A quarter-century later, those generators remain frozen in the dial-up age — still running on protocols designed when digital threats were theoretical, not existential. Default credentials, unencrypted communications, and predictable control sequences that seemed sensible in 1999 now provide sophisticated attackers with direct access to data centers’ power supply.
This infrastructure challenge reflects a broader industry reality: while technology solutions exist, recent research shows that infrastructure limitations represent the second largest barrier to modernization, cited by 26% of organizations attempting to upgrade critical systems. Centralized architecture amplifies this vulnerability exponentially: a single compromised controller can cascade into facility-wide power loss, transforming millions of pounds of cutting-edge infrastructure into expensive paperweights.

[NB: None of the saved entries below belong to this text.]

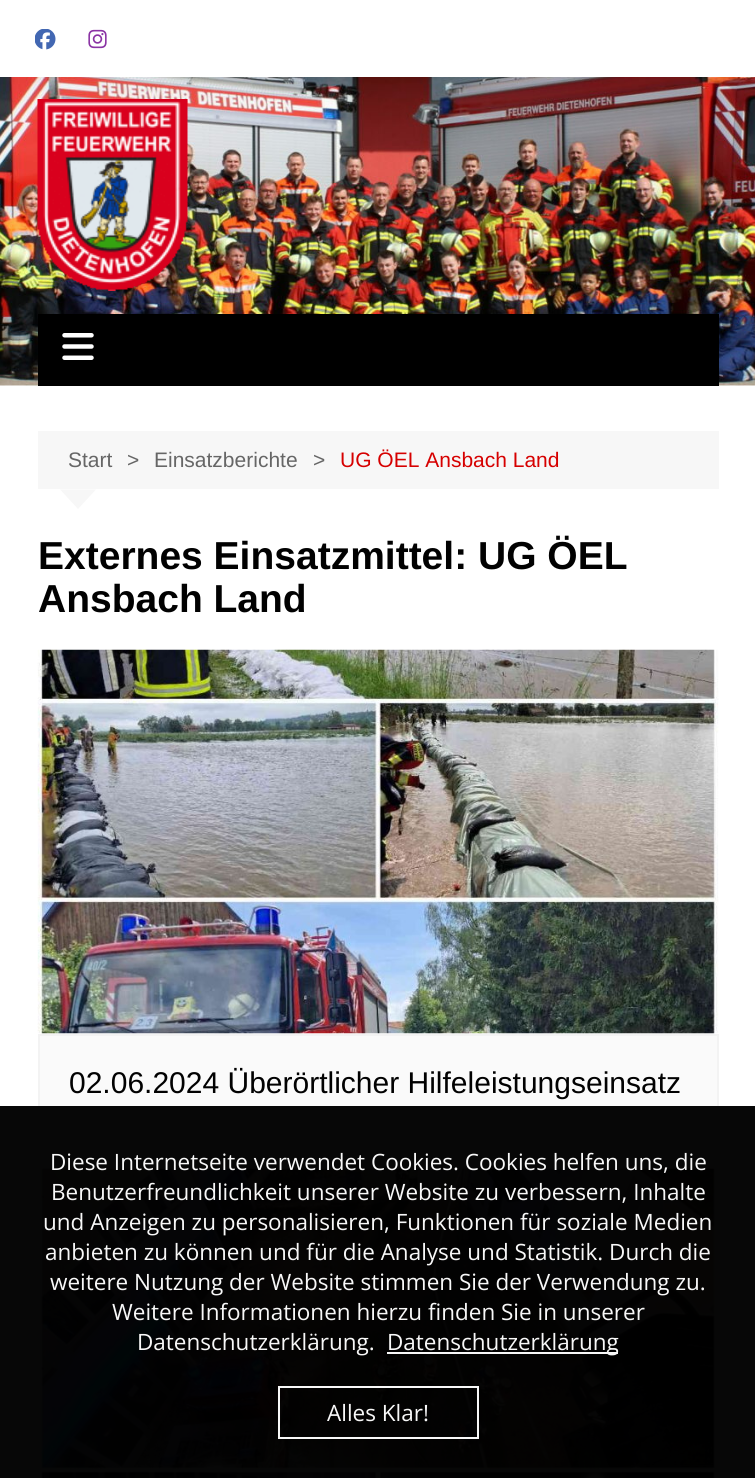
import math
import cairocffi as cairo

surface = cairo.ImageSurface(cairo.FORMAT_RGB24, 755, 1478)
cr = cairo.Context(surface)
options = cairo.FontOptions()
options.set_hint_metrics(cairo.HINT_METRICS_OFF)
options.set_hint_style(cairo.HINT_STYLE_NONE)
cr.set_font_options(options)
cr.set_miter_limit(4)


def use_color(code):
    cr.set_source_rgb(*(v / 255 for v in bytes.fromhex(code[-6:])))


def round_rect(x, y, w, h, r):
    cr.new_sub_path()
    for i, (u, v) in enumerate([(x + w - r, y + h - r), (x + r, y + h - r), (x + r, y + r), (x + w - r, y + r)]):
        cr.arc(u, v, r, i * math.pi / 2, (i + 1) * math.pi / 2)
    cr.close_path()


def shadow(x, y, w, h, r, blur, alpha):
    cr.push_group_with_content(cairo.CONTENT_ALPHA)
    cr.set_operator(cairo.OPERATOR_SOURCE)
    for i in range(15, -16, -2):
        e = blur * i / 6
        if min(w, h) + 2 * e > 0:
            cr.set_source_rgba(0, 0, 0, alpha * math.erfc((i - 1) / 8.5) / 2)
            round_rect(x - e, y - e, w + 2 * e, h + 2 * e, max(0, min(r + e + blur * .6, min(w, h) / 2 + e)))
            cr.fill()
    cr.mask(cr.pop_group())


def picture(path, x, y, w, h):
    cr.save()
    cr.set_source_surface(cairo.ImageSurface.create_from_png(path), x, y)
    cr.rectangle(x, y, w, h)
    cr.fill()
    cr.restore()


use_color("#ffffff")
cr.paint()
picture("img1.png", 0, 77, 755, 309)
use_color("#000000")
shadow(8, 11, 741, 61, 0, 22.5, 0.1)
use_color("#ffffff")
cr.rectangle(0, 0, 755, 77)
cr.fill()
picture("img2.png", 35, 29, 21, 21)
picture("img3.png", 88, 29, 19, 20)
picture("img4.png", 37, 99, 151, 192)
use_color("#000000")
cr.rectangle(38, 314, 681, 72)
cr.fill()
picture("img5.png", 62, 333, 32, 27)
use_color("#f7f7f7")
cr.rectangle(38, 431, 681, 58)
cr.fill()
cr.select_font_face("Liberation Sans")
cr.set_font_size(21)
use_color("#666666")
cr.move_to(68, 467)
cr.show_text("Start")
cr.move_to(127, 467)
cr.show_text(">")
cr.move_to(154, 467)
cr.show_text("Einsatzberichte")
cr.move_to(313, 467)
cr.show_text(">")
use_color("#d60000")
cr.move_to(340, 467)
cr.show_text("UG ÖEL Ansbach Land")
use_color("#f7f7f7")
cr.new_path()
cr.move_to(60, 489.5)
cr.line_to(96, 489.5)
cr.line_to(78, 509)
cr.close_path()
cr.fill()
cr.select_font_face("Liberation Sans", cairo.FONT_SLANT_NORMAL, cairo.FONT_WEIGHT_BOLD)
cr.set_font_size(39)
use_color("#010101")
cr.move_to(38, 569)
cr.show_text("Externes Einsatzmittel: UG ÖEL")
cr.move_to(38, 612)
cr.show_text("Ansbach Land")
picture("img6.png", 37, 649, 682, 385)
use_color("#fafafa")
cr.rectangle(39, 1035, 679, 97)
cr.fill_preserve()
use_color("#f3f3f3")
cr.stroke()
cr.select_font_face("Liberation Sans")
cr.set_font_size(30)
use_color("#010101")
cr.move_to(69, 1093)
cr.show_text("02.06.2024 Überörtlicher Hilfeleistungseinsatz")
picture("img7.png", 37, 1168, 681, 310)
cr.set_source_rgba(0, 0, 0, 0.97)
cr.rectangle(0, 1106, 755, 372)
cr.fill()
cr.select_font_face("Open Sans")
cr.set_font_size(22.5)
use_color("#f8f8f8")
cr.move_to(50, 1170)
cr.show_text("Diese Internetseite verwendet Cookies. Cookies helfen uns, die")
cr.move_to(51, 1200)
cr.show_text("Benutzerfreundlichkeit unserer Website zu verbessern, Inhalte")
cr.move_to(43, 1230)
cr.show_text("und Anzeigen zu personalisieren, Funktionen für soziale Medien")
cr.move_to(45, 1260)
cr.show_text("anbieten zu können und für die Analyse und Statistik. Durch die")
cr.move_to(50, 1290)
cr.show_text("weitere Nutzung der Website stimmen Sie der Verwendung zu.")
cr.move_to(112, 1320)
cr.show_text("Weitere Informationen hierzu finden Sie in unserer")
cr.move_to(137, 1350)
cr.show_text("Datenschutzerklärung.")
cr.set_source_rgba(1, 1, 1, 0.97)
cr.rectangle(387, 1352, 231, 2)
cr.fill()
use_color("#f8f8f8")
cr.move_to(387, 1350)
cr.show_text("Datenschutzerklärung")
cr.rectangle(279, 1387, 199, 51)
cr.set_source_rgba(1, 1, 1, 0.97)
cr.stroke()
use_color("#f8f8f8")
cr.move_to(327, 1421)
cr.show_text("Alles Klar!")
surface.write_to_png("result.png")
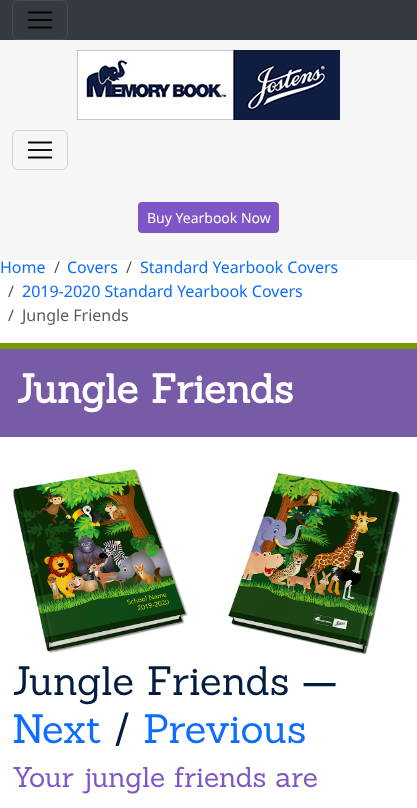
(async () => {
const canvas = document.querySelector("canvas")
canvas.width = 417
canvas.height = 808
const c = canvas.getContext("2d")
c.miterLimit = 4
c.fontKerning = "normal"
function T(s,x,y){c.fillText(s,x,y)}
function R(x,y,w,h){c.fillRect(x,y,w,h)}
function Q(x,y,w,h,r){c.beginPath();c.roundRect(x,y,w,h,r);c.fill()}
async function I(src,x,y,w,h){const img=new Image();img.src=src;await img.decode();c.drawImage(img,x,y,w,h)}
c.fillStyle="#fff"
R(0,0,417,808)
c.fillStyle="#343a40"
R(0,0,417,40)
c.beginPath()
c.roundRect(12.5,.5,55,39,5.5)
c.strokeStyle="#484e53"
c.stroke()
await I("1.png",27,11,26,18)
c.fillStyle="#f6f6f6"
R(0,122,417,138)
c.beginPath()
c.roundRect(12.5,130.5,55,39,5.5)
c.strokeStyle="#d1d1d1"
c.stroke()
await I("2.png",27,141,26,18)
R(0,40,417,82)
await I("3.png",77,50,263,70)
c.fillStyle="#7f56c5"
Q(138,202,141,31,4)
c.font="14px Noto Sans"
c.fillStyle="#fff"
T("Buy Yearbook Now",147,223)
c.font="16px Noto Sans"
c.fillStyle="#0d6efd"
T("Home",0,273)
c.fillStyle="#595c5f"
T("/",54,273)
c.fillStyle="#0d6efd"
T("Covers",67,273)
c.fillStyle="#595c5f"
T("/",126,273)
c.fillStyle="#0d6efd"
T("Standard Yearbook Covers",140,273)
c.fillStyle="#595c5f"
T("/",8,297)
c.fillStyle="#0d6efd"
T("2019-2020 Standard Yearbook Covers",22,297)
c.fillStyle="#595c5f"
T("/",8,321)
T("Jungle Friends",22,321)
c.fillStyle="#775ba6"
R(0,349,417,88)
c.fillStyle="#799900"
R(0,343,417,6)
c.font="bold 40px Sanchez"
c.fillStyle="#fff"
T("Jungle Friends",16,403)
await I("4.png",13,469,175,184)
await I("5.png",228,473,172,182)
c.font="40px Sanchez"
c.fillStyle="#031d40"
T("Jungle Friends —",12,695)
c.fillStyle="#0d6efd"
T("Next",12,743)
c.fillStyle="#031d40"
T("/",114,743)
c.fillStyle="#0d6efd"
T("Previous",143,743)
c.font="28px Sanchez"
c.fillStyle="#7f56c5"
T("Your jungle friends are",12,787)
})()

While data centers routinely invest heavily in optimizing digital efficiency, enhncements to power infrastructure have been left decades behind. Even targeted improvements like data storage optimization can deliver 20% energy reductions, yet backup power systems remain frozen in the last century.
The BESS advantage
Modern battery energy storage systems (BESS) offer a fundamentally different approach — one built for the cyber threat landscape we face today. Unlike legacy generators, intelligent battery systems provide inherent cybersecurity advantages through distributed architecture and advanced control mechanisms that incorporate multiple defensive layers: encrypted communications, air-gapped control systems, and autonomous operation capabilities that function independently of network connectivity.
This distributed approach ensures that even if cybercriminals compromise one component, the overall system maintains operational resilience. Perhaps most critically, BESS enables "cyber-resilient redundancy", deploying multiple, independent battery units that operate autonomously, forcing attackers to simultaneously compromise multiple independent systems and dramatically increasing the complexity and cost of successful attacks.

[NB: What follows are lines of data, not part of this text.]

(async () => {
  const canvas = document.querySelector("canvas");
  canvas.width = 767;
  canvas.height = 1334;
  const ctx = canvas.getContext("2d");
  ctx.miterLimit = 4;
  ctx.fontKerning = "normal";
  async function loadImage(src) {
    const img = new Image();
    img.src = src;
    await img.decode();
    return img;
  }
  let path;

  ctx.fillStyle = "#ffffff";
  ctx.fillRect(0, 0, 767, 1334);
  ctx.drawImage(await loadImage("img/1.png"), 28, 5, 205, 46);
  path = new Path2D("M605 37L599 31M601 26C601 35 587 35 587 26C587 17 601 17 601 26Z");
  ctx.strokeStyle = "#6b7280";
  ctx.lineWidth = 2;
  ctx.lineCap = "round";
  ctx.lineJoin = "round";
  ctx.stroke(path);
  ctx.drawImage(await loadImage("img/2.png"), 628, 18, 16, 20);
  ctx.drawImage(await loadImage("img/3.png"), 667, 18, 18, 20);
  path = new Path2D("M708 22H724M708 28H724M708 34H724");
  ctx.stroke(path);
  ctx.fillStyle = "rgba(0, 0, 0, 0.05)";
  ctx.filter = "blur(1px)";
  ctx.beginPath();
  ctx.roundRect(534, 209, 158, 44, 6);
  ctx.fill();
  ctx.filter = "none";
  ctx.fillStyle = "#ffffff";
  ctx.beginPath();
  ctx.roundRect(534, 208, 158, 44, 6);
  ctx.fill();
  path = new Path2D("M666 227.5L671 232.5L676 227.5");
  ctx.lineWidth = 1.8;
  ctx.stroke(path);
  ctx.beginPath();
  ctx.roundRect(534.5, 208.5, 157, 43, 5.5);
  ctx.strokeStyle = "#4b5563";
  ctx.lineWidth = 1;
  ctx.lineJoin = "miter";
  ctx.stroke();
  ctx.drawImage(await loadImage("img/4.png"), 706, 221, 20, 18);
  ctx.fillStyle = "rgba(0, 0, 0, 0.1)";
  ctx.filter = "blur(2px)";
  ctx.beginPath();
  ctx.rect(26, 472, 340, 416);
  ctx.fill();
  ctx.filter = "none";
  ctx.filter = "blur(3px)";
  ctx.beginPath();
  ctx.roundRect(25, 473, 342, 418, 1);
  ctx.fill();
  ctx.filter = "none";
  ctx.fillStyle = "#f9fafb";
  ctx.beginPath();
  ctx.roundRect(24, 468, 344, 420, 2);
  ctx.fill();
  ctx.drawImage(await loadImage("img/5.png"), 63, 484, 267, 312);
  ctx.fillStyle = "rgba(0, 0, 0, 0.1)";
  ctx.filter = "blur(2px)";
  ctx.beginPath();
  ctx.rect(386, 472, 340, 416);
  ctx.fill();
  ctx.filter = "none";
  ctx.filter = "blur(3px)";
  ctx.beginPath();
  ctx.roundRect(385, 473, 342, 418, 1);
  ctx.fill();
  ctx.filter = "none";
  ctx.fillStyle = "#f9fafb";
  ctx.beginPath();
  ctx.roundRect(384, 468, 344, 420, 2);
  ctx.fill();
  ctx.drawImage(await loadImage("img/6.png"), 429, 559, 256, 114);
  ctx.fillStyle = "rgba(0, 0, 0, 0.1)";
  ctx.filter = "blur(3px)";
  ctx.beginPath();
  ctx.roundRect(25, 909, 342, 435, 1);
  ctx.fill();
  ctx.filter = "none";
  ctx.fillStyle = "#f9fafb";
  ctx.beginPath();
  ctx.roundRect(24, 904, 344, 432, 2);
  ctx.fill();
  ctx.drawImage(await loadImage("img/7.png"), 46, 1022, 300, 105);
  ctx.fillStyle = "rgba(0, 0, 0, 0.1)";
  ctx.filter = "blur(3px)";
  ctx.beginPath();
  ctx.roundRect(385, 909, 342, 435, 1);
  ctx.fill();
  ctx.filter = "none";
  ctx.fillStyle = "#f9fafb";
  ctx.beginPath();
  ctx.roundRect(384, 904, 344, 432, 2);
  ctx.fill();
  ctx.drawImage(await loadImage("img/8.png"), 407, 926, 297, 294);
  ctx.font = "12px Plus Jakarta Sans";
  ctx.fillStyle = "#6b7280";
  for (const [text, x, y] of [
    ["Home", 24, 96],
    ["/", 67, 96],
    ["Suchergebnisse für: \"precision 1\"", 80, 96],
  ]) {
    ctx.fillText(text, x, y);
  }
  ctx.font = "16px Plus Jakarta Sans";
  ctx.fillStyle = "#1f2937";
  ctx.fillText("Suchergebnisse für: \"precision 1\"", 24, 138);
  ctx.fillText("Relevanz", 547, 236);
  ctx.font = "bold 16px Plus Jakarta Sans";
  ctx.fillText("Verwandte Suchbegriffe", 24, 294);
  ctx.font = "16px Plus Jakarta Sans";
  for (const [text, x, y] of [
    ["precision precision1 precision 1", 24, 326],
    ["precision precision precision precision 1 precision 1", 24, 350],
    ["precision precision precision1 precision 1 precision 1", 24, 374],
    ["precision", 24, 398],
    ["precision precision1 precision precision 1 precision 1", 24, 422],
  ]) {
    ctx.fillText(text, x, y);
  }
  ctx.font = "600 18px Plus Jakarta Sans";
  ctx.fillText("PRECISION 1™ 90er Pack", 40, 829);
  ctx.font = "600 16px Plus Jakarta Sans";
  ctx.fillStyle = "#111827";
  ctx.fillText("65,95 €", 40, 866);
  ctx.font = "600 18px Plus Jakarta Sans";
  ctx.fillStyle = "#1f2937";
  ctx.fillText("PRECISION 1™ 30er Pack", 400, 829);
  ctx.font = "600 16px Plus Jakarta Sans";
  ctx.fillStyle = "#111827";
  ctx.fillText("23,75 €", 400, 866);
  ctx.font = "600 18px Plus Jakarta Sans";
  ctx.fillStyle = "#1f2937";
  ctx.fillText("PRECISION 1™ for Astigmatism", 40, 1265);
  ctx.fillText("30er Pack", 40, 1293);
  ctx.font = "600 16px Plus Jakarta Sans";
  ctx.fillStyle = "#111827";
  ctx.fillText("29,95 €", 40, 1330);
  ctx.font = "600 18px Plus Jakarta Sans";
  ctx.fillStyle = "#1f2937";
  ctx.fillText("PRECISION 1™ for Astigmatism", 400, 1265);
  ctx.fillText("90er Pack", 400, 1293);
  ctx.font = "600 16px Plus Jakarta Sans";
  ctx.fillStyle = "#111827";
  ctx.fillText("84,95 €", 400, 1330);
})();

Beyond cybersecurity, emerging business models like Battery Energy Storage-as-a-Service (BESS-as-a-Service) transform the entire economics of backup power. Rather than massive upfront capital expenditure, operators shift to predictable operational expenses whilst transferring cybersecurity maintenance burdens to specialist providers who can respond faster to emerging threats than individual facilities. This service model recognizes cybersecurity as an ongoing requirement rather than a one-time implementation, with professional providers maintaining continuous security updates, threat monitoring, and rapid incident response capabilities that most data center operators cannot match in-house.
Beyond security advantages, intelligent battery systems can generate revenue through demand response programs and energy arbitrage, offsetting operational costs in ways traditional diesel generators never could.

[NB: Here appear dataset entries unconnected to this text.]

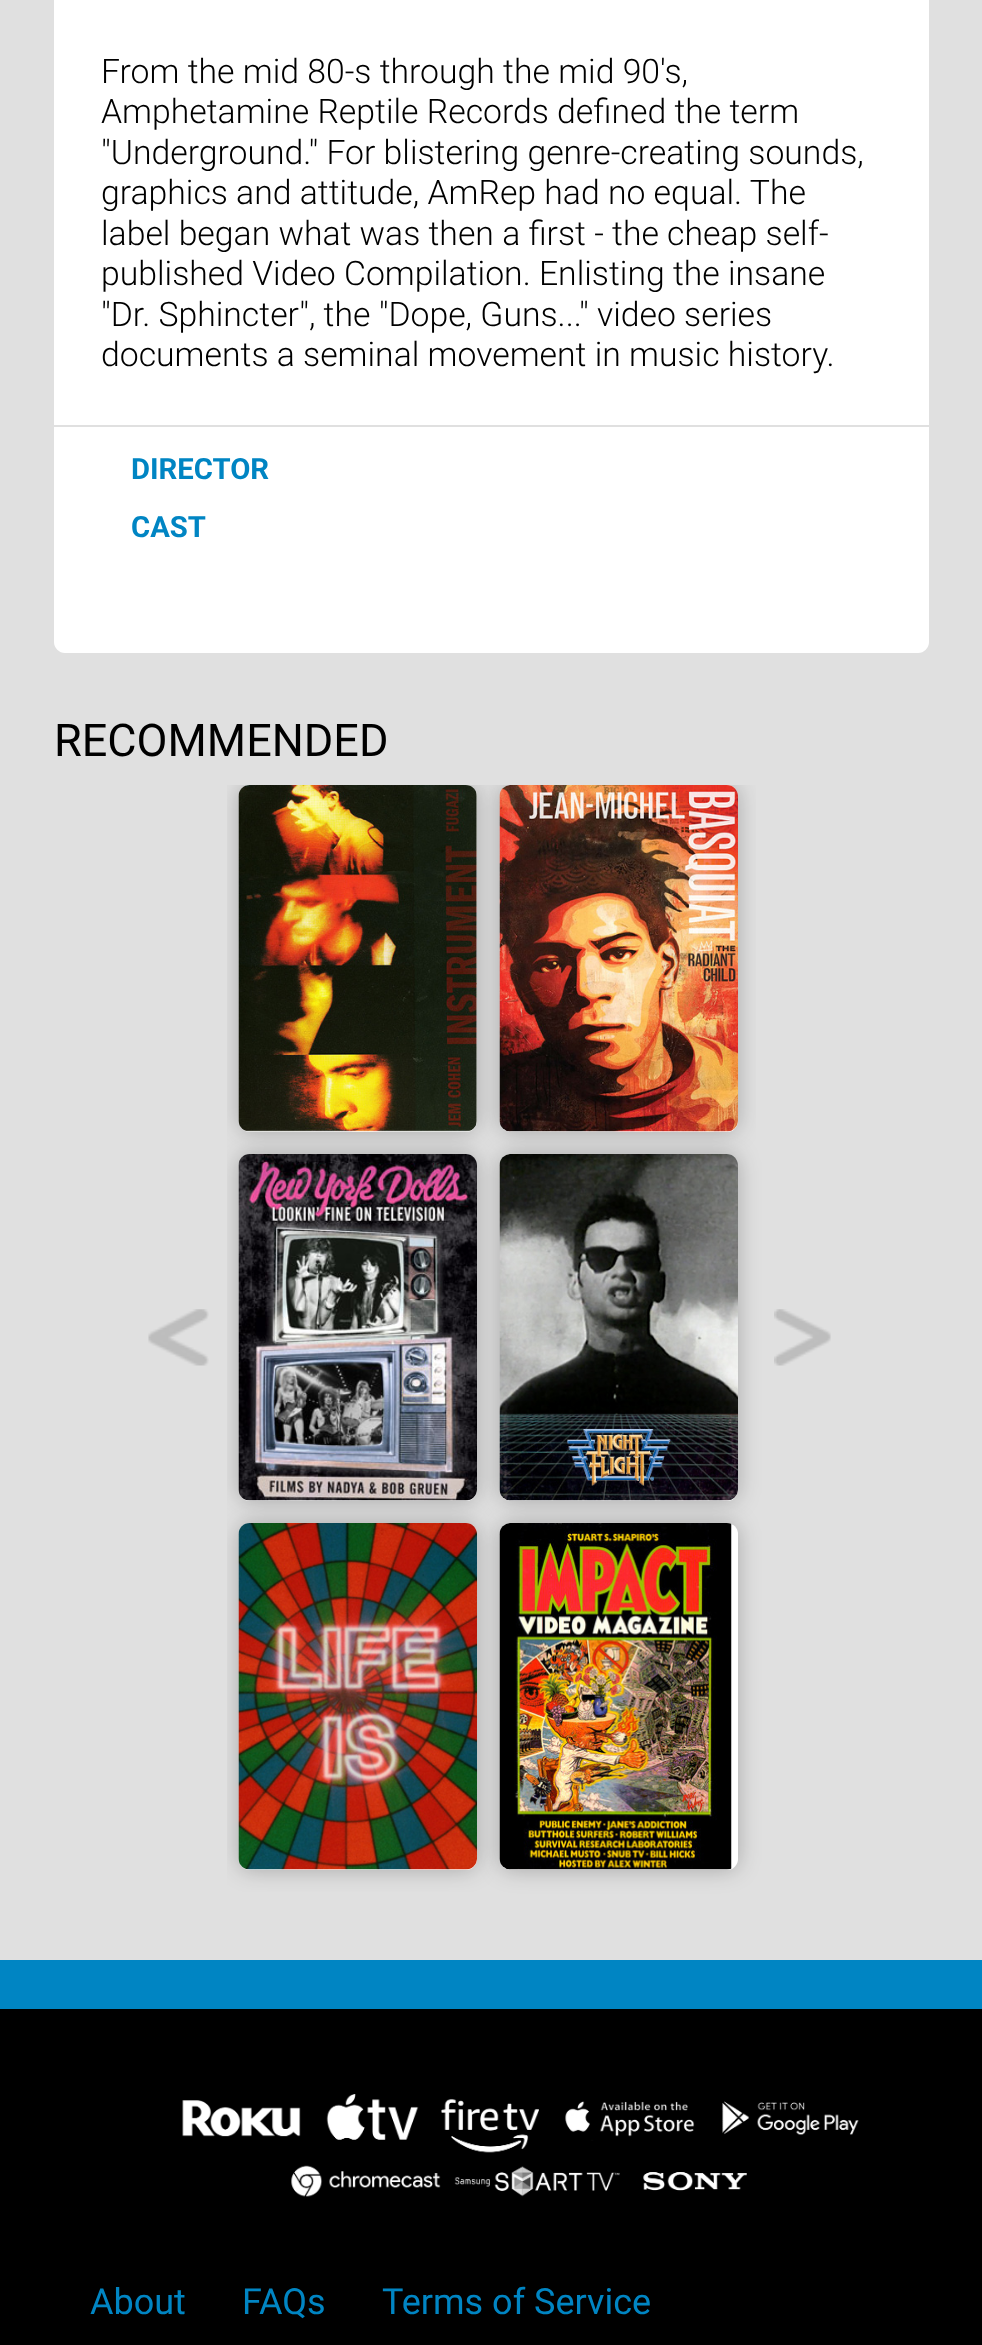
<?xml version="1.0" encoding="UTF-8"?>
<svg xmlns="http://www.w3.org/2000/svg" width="982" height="2345">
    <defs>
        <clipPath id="clip1"><rect x="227" y="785" width="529" height="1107"/></clipPath>
        <filter id="blur1" x="-50%" y="-200%" width="200%" height="500%"><feGaussianBlur stdDeviation="11"/></filter>
    </defs>
    <rect width="100%" height="100%" fill="#000000"/>
    <rect x="0" y="0" width="982" height="1960" fill="#E0E0E0"/>
    <rect x="0" y="1960" width="982" height="49" fill="#0085C3"/>
    <path d="M 54 -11 H 929 V 642 C 929 648 924 653 918 653 H 65 C 59 653 54 648 54 642 Z" fill="#FFFFFF"/>
    <text font-family="Roboto" font-size="33.75" font-weight="300" fill="#000000">
        <tspan x="101" y="83">From the mid 80-s through the mid 90's,</tspan>
        <tspan x="101" y="123">Amphetamine Reptile Records defined the term</tspan>
        <tspan x="101" y="164">"Underground." For blistering genre-creating sounds,</tspan>
        <tspan x="101" y="204">graphics and attitude, AmRep had no equal. The</tspan>
        <tspan x="101" y="245">label began what was then a first - the cheap self-</tspan>
        <tspan x="101" y="285">published Video Compilation. Enlisting the insane</tspan>
        <tspan x="101" y="326">"Dr. Sphincter", the "Dope, Guns..." video series</tspan>
        <tspan x="101" y="366">documents a seminal movement in music history.</tspan>
    </text>
    <rect x="54" y="425" width="875" height="2" fill="#E0E0E0"/>
    <text font-family="Roboto" font-size="29.25" font-weight="700" fill="#0085C3">
        <tspan x="131" y="479">DIRECTOR</tspan>
        <tspan x="131" y="537">CAST</tspan>
    </text>
    <g clip-path="url(#clip1)">
        <rect x="239" y="785" width="238" height="347" rx="11" fill="#000000" fill-opacity="0.25" filter="url(#blur1)"/>
    </g>
    <text x="54" y="756" font-family="Roboto" font-size="45" fill="#000000">RECOMMENDED</text>
    <rect x="239" y="785" width="238" height="347" rx="11" fill="#FFFFFF"/>
    <image x="238" y="785" width="239" height="347" href="img_02.png"/>
    <g clip-path="url(#clip1)">
        <rect x="500" y="785" width="238" height="347" rx="11" fill="#000000" fill-opacity="0.25" filter="url(#blur1)"/>
    </g>
    <rect x="500" y="785" width="238" height="347" rx="11" fill="#FFFFFF"/>
    <image x="499" y="785" width="239" height="347" href="img_03.png"/>
    <g clip-path="url(#clip1)">
        <rect x="239" y="1154" width="238" height="347" rx="11" fill="#000000" fill-opacity="0.25" filter="url(#blur1)"/>
    </g>
    <image x="148" y="1309" width="61" height="57" href="img_01.png"/>
    <rect x="239" y="1154" width="238" height="347" rx="11" fill="#FFFFFF"/>
    <image x="238" y="1154" width="239" height="347" href="img_04.png"/>
    <rect x="500" y="1154" width="238" height="347" rx="11" fill="#000000" fill-opacity="0.25" filter="url(#blur1)"/>
    <rect x="500" y="1154" width="238" height="347" rx="11" fill="#FFFFFF"/>
    <image x="499" y="1154" width="239" height="347" href="img_05.png"/>
    <g clip-path="url(#clip1)">
        <rect x="239" y="1523" width="238" height="347" rx="11" fill="#000000" fill-opacity="0.25" filter="url(#blur1)"/>
    </g>
    <rect x="239" y="1523" width="238" height="347" rx="11" fill="#FFFFFF"/>
    <image x="238" y="1523" width="239" height="347" href="img_06.png"/>
    <rect x="500" y="1523" width="238" height="347" rx="11" fill="#000000" fill-opacity="0.25" filter="url(#blur1)"/>
    <rect x="500" y="1523" width="238" height="347" rx="11" fill="#FFFFFF"/>
    <image x="499" y="1523" width="233" height="347" href="img_07.png"/>
    <image x="774" y="1309" width="57" height="57" href="img_08.png"/>
    <image x="182" y="2094" width="677" height="103" href="img_09.png"/>
    <text x="90" y="2314" font-family="Roboto" font-size="36" fill="#0085C3">About</text>
    <text x="242" y="2314" font-family="Roboto" font-size="36" fill="#0085C3">FAQs</text>
    <text x="382" y="2314" font-family="Roboto" font-size="36" fill="#0085C3">Terms of Service</text>
</svg>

Preparing for a post-legacy era
The regulatory landscape is accelerating to match these realities. The UK's Cyber Security and Resilience Bill mandates that data centers above 1MW capacity implement "proportionate measures" for cybersecurity risk management, with enhanced reporting requirements taking effect within 24 hours of incidents. Similar frameworks are emerging globally, from the EU's Cyber Resilience Act to enhanced critical infrastructure protection standards worldwide, all specifically targeting operational technology systems and recognizing that traditional IT-focused security approaches are insufficient for modern threats.
These regulations acknowledge what the threat landscape has already demonstrated: cybersecurity and energy security are now inseparable. Data center operators maintaining artificial boundaries between power and cyber protection create exploitable vulnerabilities.
Forward-thinking operators who invest in cyber-resilient energy infrastructure today will find themselves ahead of these mandates, avoiding the supply constraints and premium costs that typically accompany urgent compliance drives. More importantly, they'll be building facilities prepared for an increasingly hostile threat environment where modern battery energy storage systems represent foundational technologies for cyber-resilient data centers, not mere backup power alternatives.
For data center operators, the question isn't whether cyber threats will evolve but whether their infrastructure can evolve faster. Building resilient operations means integrating energy security with cybersecurity strategy rather than managing them separately. Long-term success requires operators who understand that protecting digital infrastructure means securing the power systems that enable it.
In an era where cyber resilience determines business continuity, the distinction between power infrastructure and cybersecurity has become a luxury the industry can no longer afford.